Ranunculus glacialis L., la renoncule des glaciers
Ranunculus glacialis L., la renoncule des glaciers
Spécimen de renoncule des glaciers récolté par Carl Linné en Laponie en 1732
Plantæ Lapponicæ ab ipso Linneo collectæ, f° 117. Bibliothèque de l’Institut de France, collection Benjamin Delessert, ms. 973 Réserve.
Photo © RMN-Grand Palais / Adrien Didierjean & Tony Querrec.
Description botanique
Ranunculus glacialis L. est une petite plante vivace herbacée*, aux feuilles un peu charnues de la famille des Renonculacées. Ses fleurs sont roses au début de la floraison et virent au blanc quand elles sépanouissent. Elles portent cinq sépales* verts, cinq larges pétales, de nombreuses étamines* disposées en hélice et un pistil* central. Ses fruits sont des akènes*.
Si sa cousine, la renoncule âcre ou bouton d’or, se rencontre fréquemment dans les prairies de France métropolitaine, la renoncule des glaciers ne se croise que dans les hautes latitudes de l’hémisphère Nord ou en haute altitude, par exemple dans les Alpes ou dans les Pyrénées. Sa souche survit dans le sol durant les longs hivers puis, dès que la neige commence à fondre, la plante fleurit rapidement, ce qui lui permet de se reproduire alors même que la saison estivale est très courte. En revanche, ses graines germent difficilement dans des environnements trop chauds. Sa capacité à vivre dans des conditions extrêmes, à proximité des glaciers, lui a valu son nom vernaculaire*.
Ranunculus glacialis L. sur le site de l’Inventaire National du Patrimoine Naturel (INPN)

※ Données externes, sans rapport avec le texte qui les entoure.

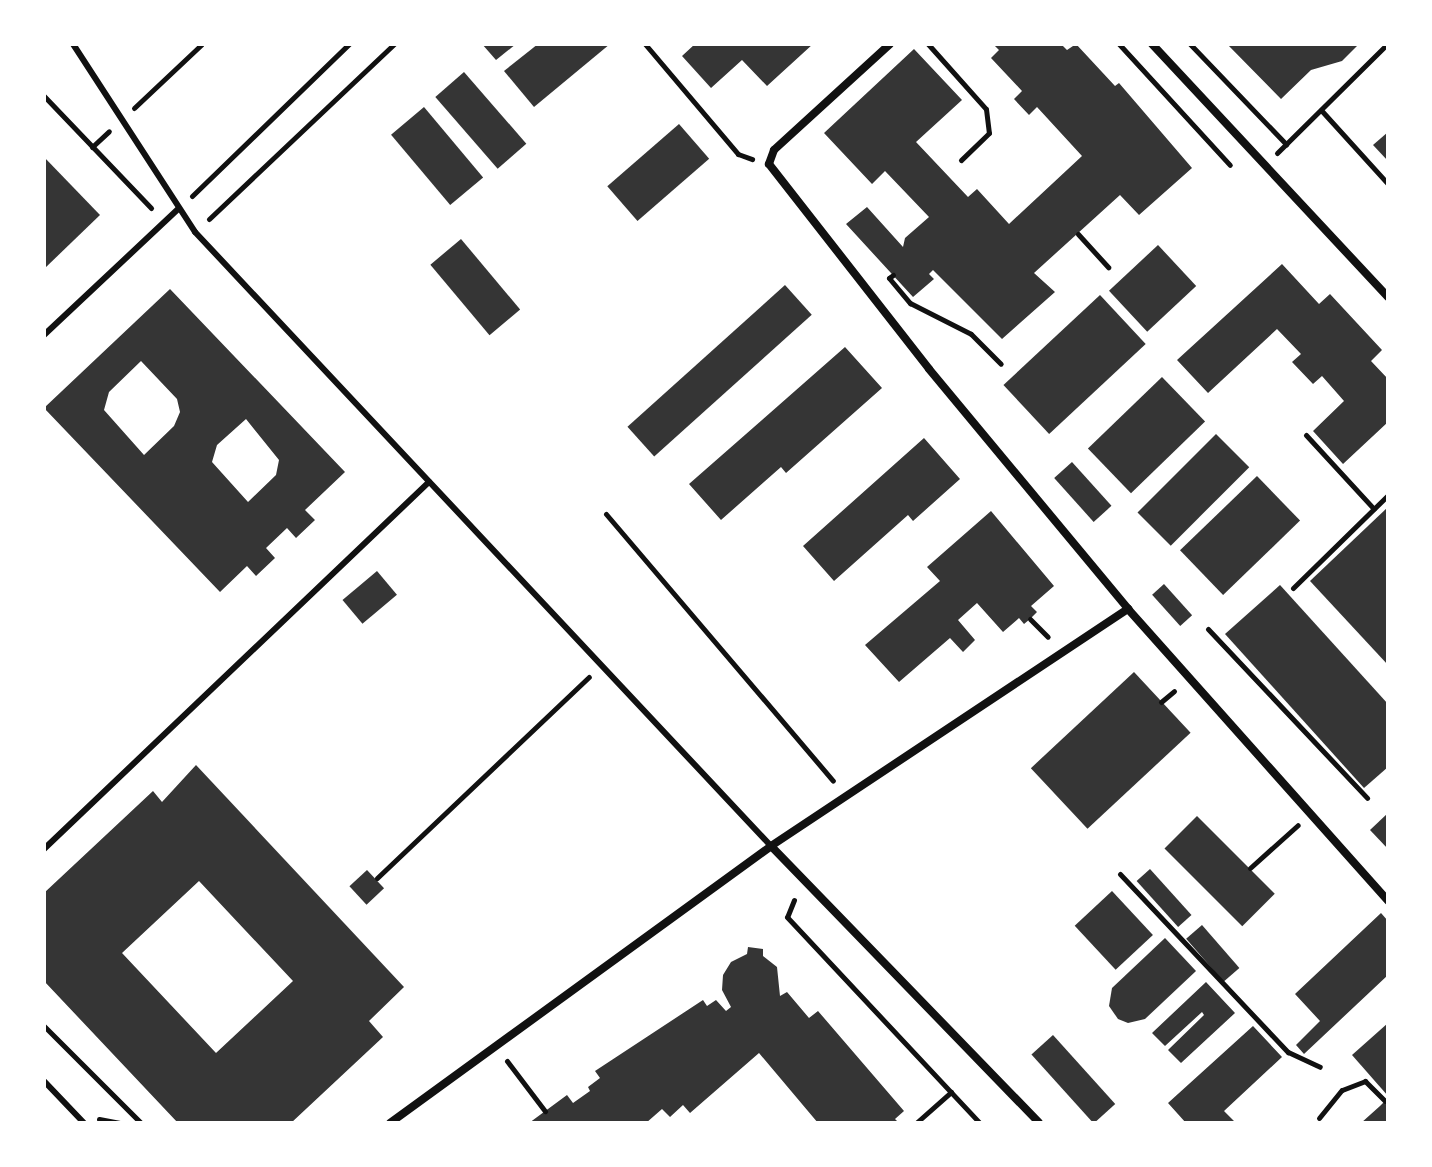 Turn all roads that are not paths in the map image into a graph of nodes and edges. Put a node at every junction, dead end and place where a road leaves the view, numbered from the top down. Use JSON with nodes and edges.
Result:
{"nodes":[{"id":1,"x":73,"y":44,"type":"edge"},
{"id":2,"x":890,"y":44,"type":"edge"},
{"id":3,"x":1152,"y":44,"type":"edge"},
{"id":4,"x":178,"y":209,"type":"junction"},
{"id":5,"x":1388,"y":297,"type":"edge"},
{"id":6,"x":44,"y":335,"type":"edge"},
{"id":7,"x":429,"y":482,"type":"junction"},
{"id":8,"x":1128,"y":609,"type":"junction"},
{"id":9,"x":771,"y":846,"type":"junction"},
{"id":10,"x":44,"y":849,"type":"edge"},
{"id":11,"x":1388,"y":901,"type":"edge"},
{"id":12,"x":44,"y":1081,"type":"edge"},
{"id":13,"x":84,"y":1123,"type":"edge"},
{"id":14,"x":390,"y":1123,"type":"edge"},
{"id":15,"x":1039,"y":1123,"type":"edge"}],
"edges":[{"from":1,"to":4,"type":"lane"},
{"from":2,"to":8,"type":"street"},
{"from":3,"to":5,"type":"street"},
{"from":4,"to":6,"type":"lane"},
{"from":4,"to":7,"type":"lane"},
{"from":7,"to":9,"type":"lane"},
{"from":7,"to":10,"type":"lane"},
{"from":8,"to":9,"type":"street"},
{"from":8,"to":11,"type":"street"},
{"from":9,"to":14,"type":"street"},
{"from":9,"to":15,"type":"street"},
{"from":12,"to":13,"type":"lane"}]}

*mot défini dans le lexique
De mystérieuses annotations
Les spécimens de cet herbier sont tous accompagnés de notes manuscrites en latin. Elles ont pour but d’identifier l’espèce présentée. Sont-elles de la main de Linné lui-même, d’un autre botaniste ou d’un bibliothécaire ? Difficile de trancher…
Ranunculus caule bifloro, calice hirsuto. Fl. lapp. p. 188 Tab. 3 fig. 1 indique que cette renoncule fait l’objet d’une gravure dans la Flora Lapponica éditée par Linné en 1737, planche 3, figure 1 (voir la galerie complémentaire). Ranunculus montanus purpureus, calice villoso, felicis plateri. JB 3 h p. 868 renvoie à l’ouvrage de Johannes Bauhin, Historiae plantarum universalis, édité en 1650-1651, qui décrit une espèce comparable dans son tome 3. Les lignes suivantes renvoient à d’autres ouvrages botaniques.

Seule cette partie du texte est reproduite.